--- Task statement ---
Could you please reproduce all the records below exactly, leaving out the images?

--- Saved data entries ---

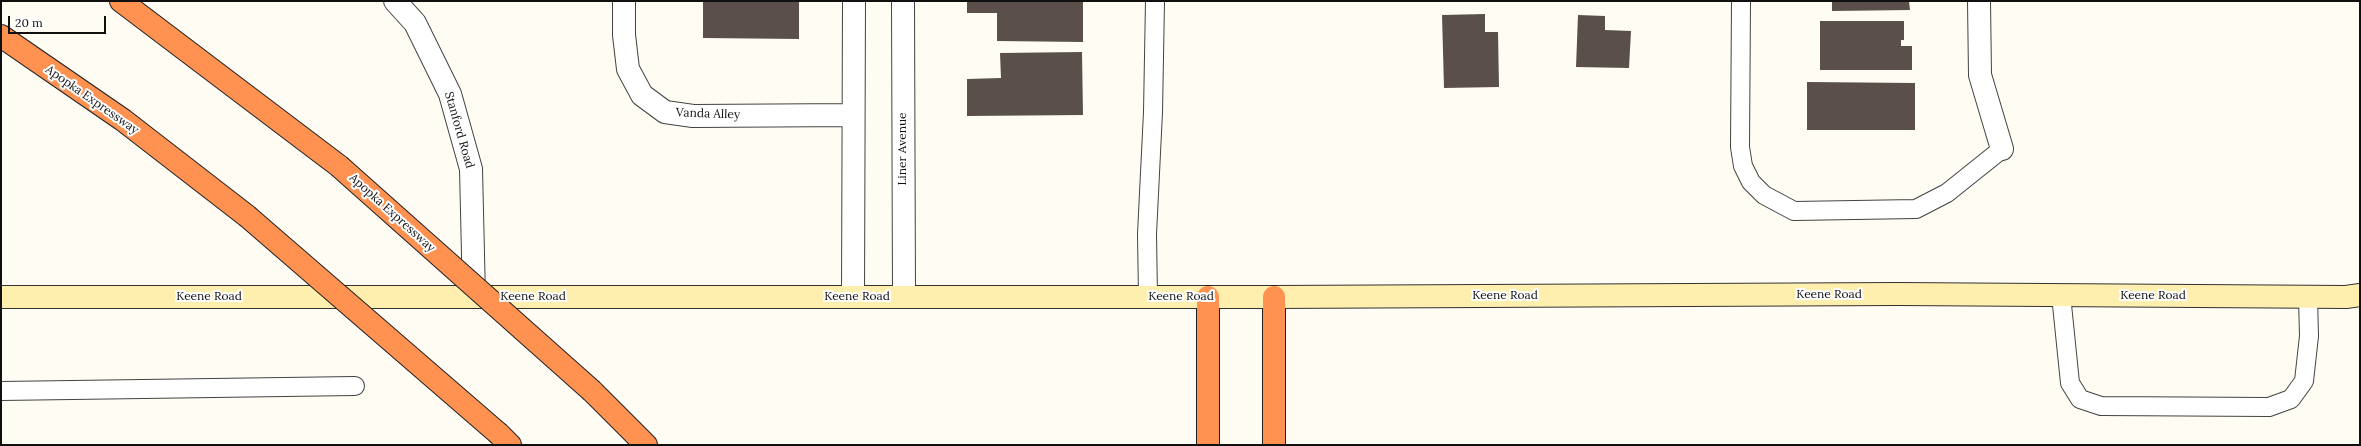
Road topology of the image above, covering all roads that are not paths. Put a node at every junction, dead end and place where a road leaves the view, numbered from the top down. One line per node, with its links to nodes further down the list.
1 (121, 1): 25 (highway, Apopka Expressway, bridge)
2 (395, 1): 15 (street, Stanford Road)
3 (624, 1): 10 (street, Vanda Alley)
4 (854, 1): 10 (street)
5 (903, 1): 17 (street, Liner Avenue)
6 (1155, 1): 18 (lane)
7 (1741, 1): 11 (lane)
8 (1979, 1): 11 (street)
9 (1, 36): 24 (highway, Apopka Expressway, bridge)
10 (853, 115): 16 (street)
11 (2002, 149)
12 (2061, 295): 20 (main road, Keene Road); 21 (main road, Keene Road); 21 (lane)
13 (2360, 295): 21 (main road, Keene Road)
14 (1, 297): 15 (main road, Keene Road)
15 (474, 297): 16 (main road, Keene Road)
16 (853, 297): 17 (main road, Keene Road)
17 (904, 297): 18 (main road, Keene Road)
18 (1148, 297): 19 (main road, Keene Road)
19 (1208, 297): 20 (main road, Keene Road); 26 (highway)
20 (1274, 297): 27 (highway)
21 (2308, 297)
22 (355, 386): 23 (lane)
23 (1, 391)
24 (504, 440)
25 (646, 445)
26 (1208, 445)
27 (1274, 445)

--- Answer for this exercise ---
Road topology of the image above, covering all roads that are not paths. Put a node at every junction, dead end and place where a road leaves the view, numbered from the top down. One line per node, with its links to nodes further down the list.
1 (121, 1): 25 (highway, Apopka Expressway, bridge)
2 (395, 1): 15 (street, Stanford Road)
3 (624, 1): 10 (street, Vanda Alley)
4 (854, 1): 10 (street)
5 (903, 1): 17 (street, Liner Avenue)
6 (1155, 1): 18 (lane)
7 (1741, 1): 11 (lane)
8 (1979, 1): 11 (street)
9 (1, 36): 24 (highway, Apopka Expressway, bridge)
10 (853, 115): 16 (street)
11 (2002, 149)
12 (2061, 295): 20 (main road, Keene Road); 21 (main road, Keene Road); 21 (lane)
13 (2360, 295): 21 (main road, Keene Road)
14 (1, 297): 15 (main road, Keene Road)
15 (474, 297): 16 (main road, Keene Road)
16 (853, 297): 17 (main road, Keene Road)
17 (904, 297): 18 (main road, Keene Road)
18 (1148, 297): 19 (main road, Keene Road)
19 (1208, 297): 20 (main road, Keene Road); 26 (highway)
20 (1274, 297): 27 (highway)
21 (2308, 297)
22 (355, 386): 23 (lane)
23 (1, 391)
24 (504, 440)
25 (646, 445)
26 (1208, 445)
27 (1274, 445)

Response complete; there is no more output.